About this exercise: Return the listing exactly. Keep no pictures.
--------------------------------------------------
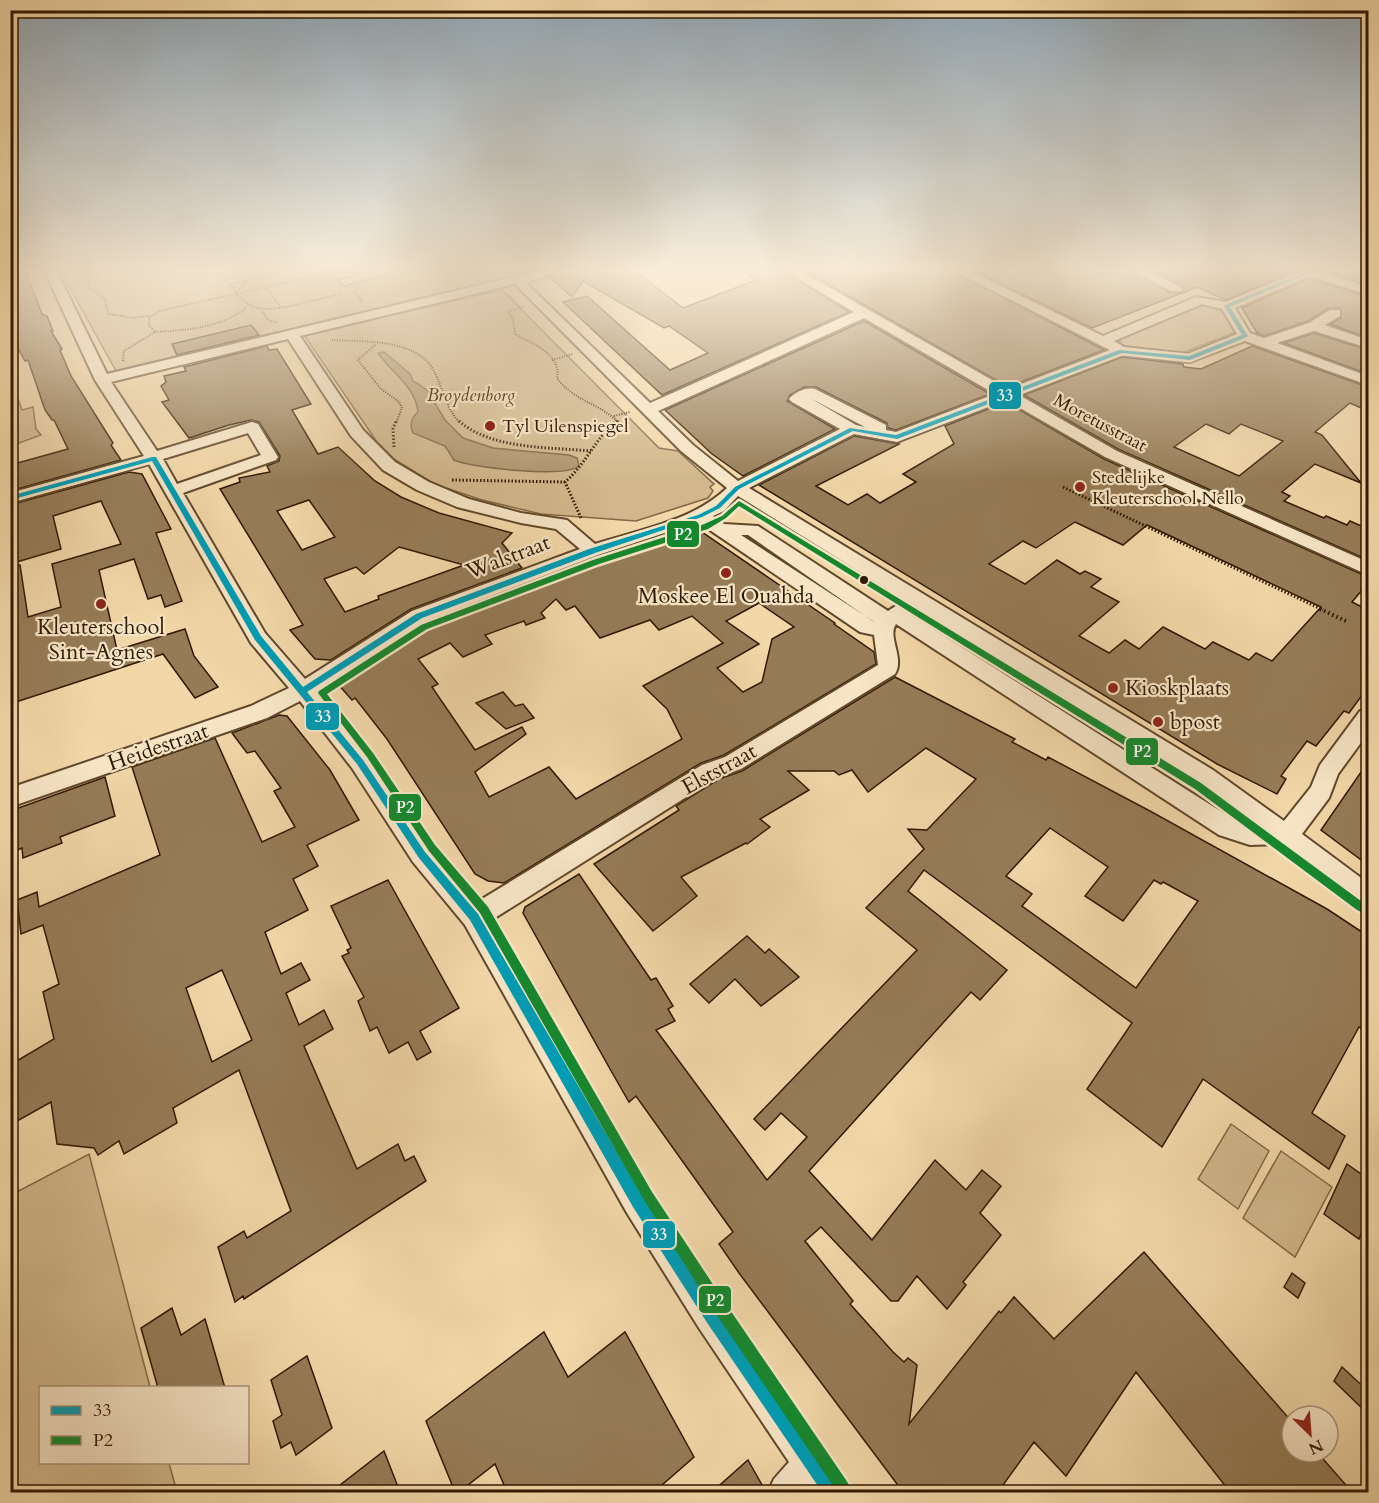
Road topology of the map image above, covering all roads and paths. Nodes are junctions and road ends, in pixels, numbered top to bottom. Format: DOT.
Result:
graph roads {
  1 [pos="84,342"];
  2 [pos="138,342"];
  3 [pos="278,342"];
  4 [pos="295,342"];
  5 [pos="353,342"];
  6 [pos="529,342"];
  7 [pos="579,342"];
  8 [pos="799,342"];
  9 [pos="916,342"];
  10 [pos="1105,342"];
  11 [pos="1230,342"];
  12 [pos="1263,343"];
  13 [pos="375,344"];
  14 [pos="1121,351"];
  15 [pos="128,374"];
  16 [pos="102,380"];
  17 [pos="1368,381"];
  18 [pos="1008,394"];
  19 [pos="647,410"];
  20 [pos="617,420"];
  21 [pos="620,424"];
  22 [pos="852,429"];
  23 [pos="897,437"];
  24 [pos="395,450"];
  25 [pos="591,451"];
  26 [pos="154,457"];
  27 [pos="444,478"];
  28 [pos="566,482"];
  29 [pos="1063,487"];
  30 [pos="737,488"];
  31 [pos="173,491"];
  32 [pos="10,498"];
  33 [pos="700,516"];
  34 [pos="720,529"];
  35 [pos="574,533"];
  36 [pos="592,551"];
  37 [pos="1368,569"];
  38 [pos="825,579"];
  39 [pos="808,589"];
  40 [pos="920,600"];
  41 [pos="889,622"];
  42 [pos="1348,622"];
  43 [pos="304,690"];
  44 [pos="1368,717"];
  45 [pos="10,798"];
  46 [pos="1285,834"];
  47 [pos="1368,897"];
  48 [pos="474,917"];
  49 [pos="822,1478"];
  50 [pos="787,1492"];
  1 -- 16 [label="street"];
  2 -- 15 [label="path"];
  3 -- 15 [label="street"];
  4 -- 35 [label="street"];
  5 -- 13 [label="path"];
  6 -- 20 [label="path"];
  7 -- 19 [label="street"];
  8 -- 19 [label="street"];
  9 -- 18 [label="street, Moretusstraat"];
  10 -- 14 [label="street"];
  11 -- 14 [label="street"];
  12 -- 17 [label="street"];
  13 -- 24 [label="path"];
  13 -- 25 [label="path"];
  14 -- 18 [label="street"];
  15 -- 16 [label="street"];
  16 -- 26 [label="street"];
  18 -- 23 [label="street"];
  18 -- 37 [label="street, Moretusstraat"];
  19 -- 30 [label="street"];
  20 -- 21 [label="path"];
  20 -- 25 [label="path"];
  22 -- 23 [label="street"];
  22 -- 23 [label="street"];
  22 -- 30 [label="street, Walstraat"];
  25 -- 28 [label="path"];
  26 -- 31 [label="street"];
  26 -- 31 [label="street"];
  26 -- 32 [label="street"];
  27 -- 28 [label="path"];
  28 -- 35 [label="path"];
  29 -- 42 [label="path"];
  30 -- 33 [label="street, Walstraat"];
  30 -- 40 [label="street"];
  31 -- 43 [label="street"];
  33 -- 34 [label="street"];
  33 -- 36 [label="street, Walstraat"];
  34 -- 38 [label="street"];
  34 -- 39 [label="street"];
  35 -- 36 [label="street"];
  36 -- 43 [label="street, Walstraat"];
  38 -- 39 [label="street"];
  38 -- 41 [label="street"];
  39 -- 41 [label="street"];
  40 -- 41 [label="street"];
  40 -- 46 [label="street"];
  41 -- 46 [label="street"];
  41 -- 48 [label="street, Elststraat"];
  43 -- 45 [label="street, Heidestraat"];
  43 -- 48 [label="street"];
  44 -- 46 [label="street"];
  46 -- 47 [label="street"];
  48 -- 49 [label="street"];
  49 -- 50 [label="street"];
}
--------------------------------------------------
Output:
Road topology of the map image above, covering all roads and paths. Nodes are junctions and road ends, in pixels, numbered top to bottom. Format: DOT.
Result:
graph roads {
  1 [pos="84,342"];
  2 [pos="138,342"];
  3 [pos="278,342"];
  4 [pos="295,342"];
  5 [pos="353,342"];
  6 [pos="529,342"];
  7 [pos="579,342"];
  8 [pos="799,342"];
  9 [pos="916,342"];
  10 [pos="1105,342"];
  11 [pos="1230,342"];
  12 [pos="1263,343"];
  13 [pos="375,344"];
  14 [pos="1121,351"];
  15 [pos="128,374"];
  16 [pos="102,380"];
  17 [pos="1368,381"];
  18 [pos="1008,394"];
  19 [pos="647,410"];
  20 [pos="617,420"];
  21 [pos="620,424"];
  22 [pos="852,429"];
  23 [pos="897,437"];
  24 [pos="395,450"];
  25 [pos="591,451"];
  26 [pos="154,457"];
  27 [pos="444,478"];
  28 [pos="566,482"];
  29 [pos="1063,487"];
  30 [pos="737,488"];
  31 [pos="173,491"];
  32 [pos="10,498"];
  33 [pos="700,516"];
  34 [pos="720,529"];
  35 [pos="574,533"];
  36 [pos="592,551"];
  37 [pos="1368,569"];
  38 [pos="825,579"];
  39 [pos="808,589"];
  40 [pos="920,600"];
  41 [pos="889,622"];
  42 [pos="1348,622"];
  43 [pos="304,690"];
  44 [pos="1368,717"];
  45 [pos="10,798"];
  46 [pos="1285,834"];
  47 [pos="1368,897"];
  48 [pos="474,917"];
  49 [pos="822,1478"];
  50 [pos="787,1492"];
  1 -- 16 [label="street"];
  2 -- 15 [label="path"];
  3 -- 15 [label="street"];
  4 -- 35 [label="street"];
  5 -- 13 [label="path"];
  6 -- 20 [label="path"];
  7 -- 19 [label="street"];
  8 -- 19 [label="street"];
  9 -- 18 [label="street, Moretusstraat"];
  10 -- 14 [label="street"];
  11 -- 14 [label="street"];
  12 -- 17 [label="street"];
  13 -- 24 [label="path"];
  13 -- 25 [label="path"];
  14 -- 18 [label="street"];
  15 -- 16 [label="street"];
  16 -- 26 [label="street"];
  18 -- 23 [label="street"];
  18 -- 37 [label="street, Moretusstraat"];
  19 -- 30 [label="street"];
  20 -- 21 [label="path"];
  20 -- 25 [label="path"];
  22 -- 23 [label="street"];
  22 -- 23 [label="street"];
  22 -- 30 [label="street, Walstraat"];
  25 -- 28 [label="path"];
  26 -- 31 [label="street"];
  26 -- 31 [label="street"];
  26 -- 32 [label="street"];
  27 -- 28 [label="path"];
  28 -- 35 [label="path"];
  29 -- 42 [label="path"];
  30 -- 33 [label="street, Walstraat"];
  30 -- 40 [label="street"];
  31 -- 43 [label="street"];
  33 -- 34 [label="street"];
  33 -- 36 [label="street, Walstraat"];
  34 -- 38 [label="street"];
  34 -- 39 [label="street"];
  35 -- 36 [label="street"];
  36 -- 43 [label="street, Walstraat"];
  38 -- 39 [label="street"];
  38 -- 41 [label="street"];
  39 -- 41 [label="street"];
  40 -- 41 [label="street"];
  40 -- 46 [label="street"];
  41 -- 46 [label="street"];
  41 -- 48 [label="street, Elststraat"];
  43 -- 45 [label="street, Heidestraat"];
  43 -- 48 [label="street"];
  44 -- 46 [label="street"];
  46 -- 47 [label="street"];
  48 -- 49 [label="street"];
  49 -- 50 [label="street"];
}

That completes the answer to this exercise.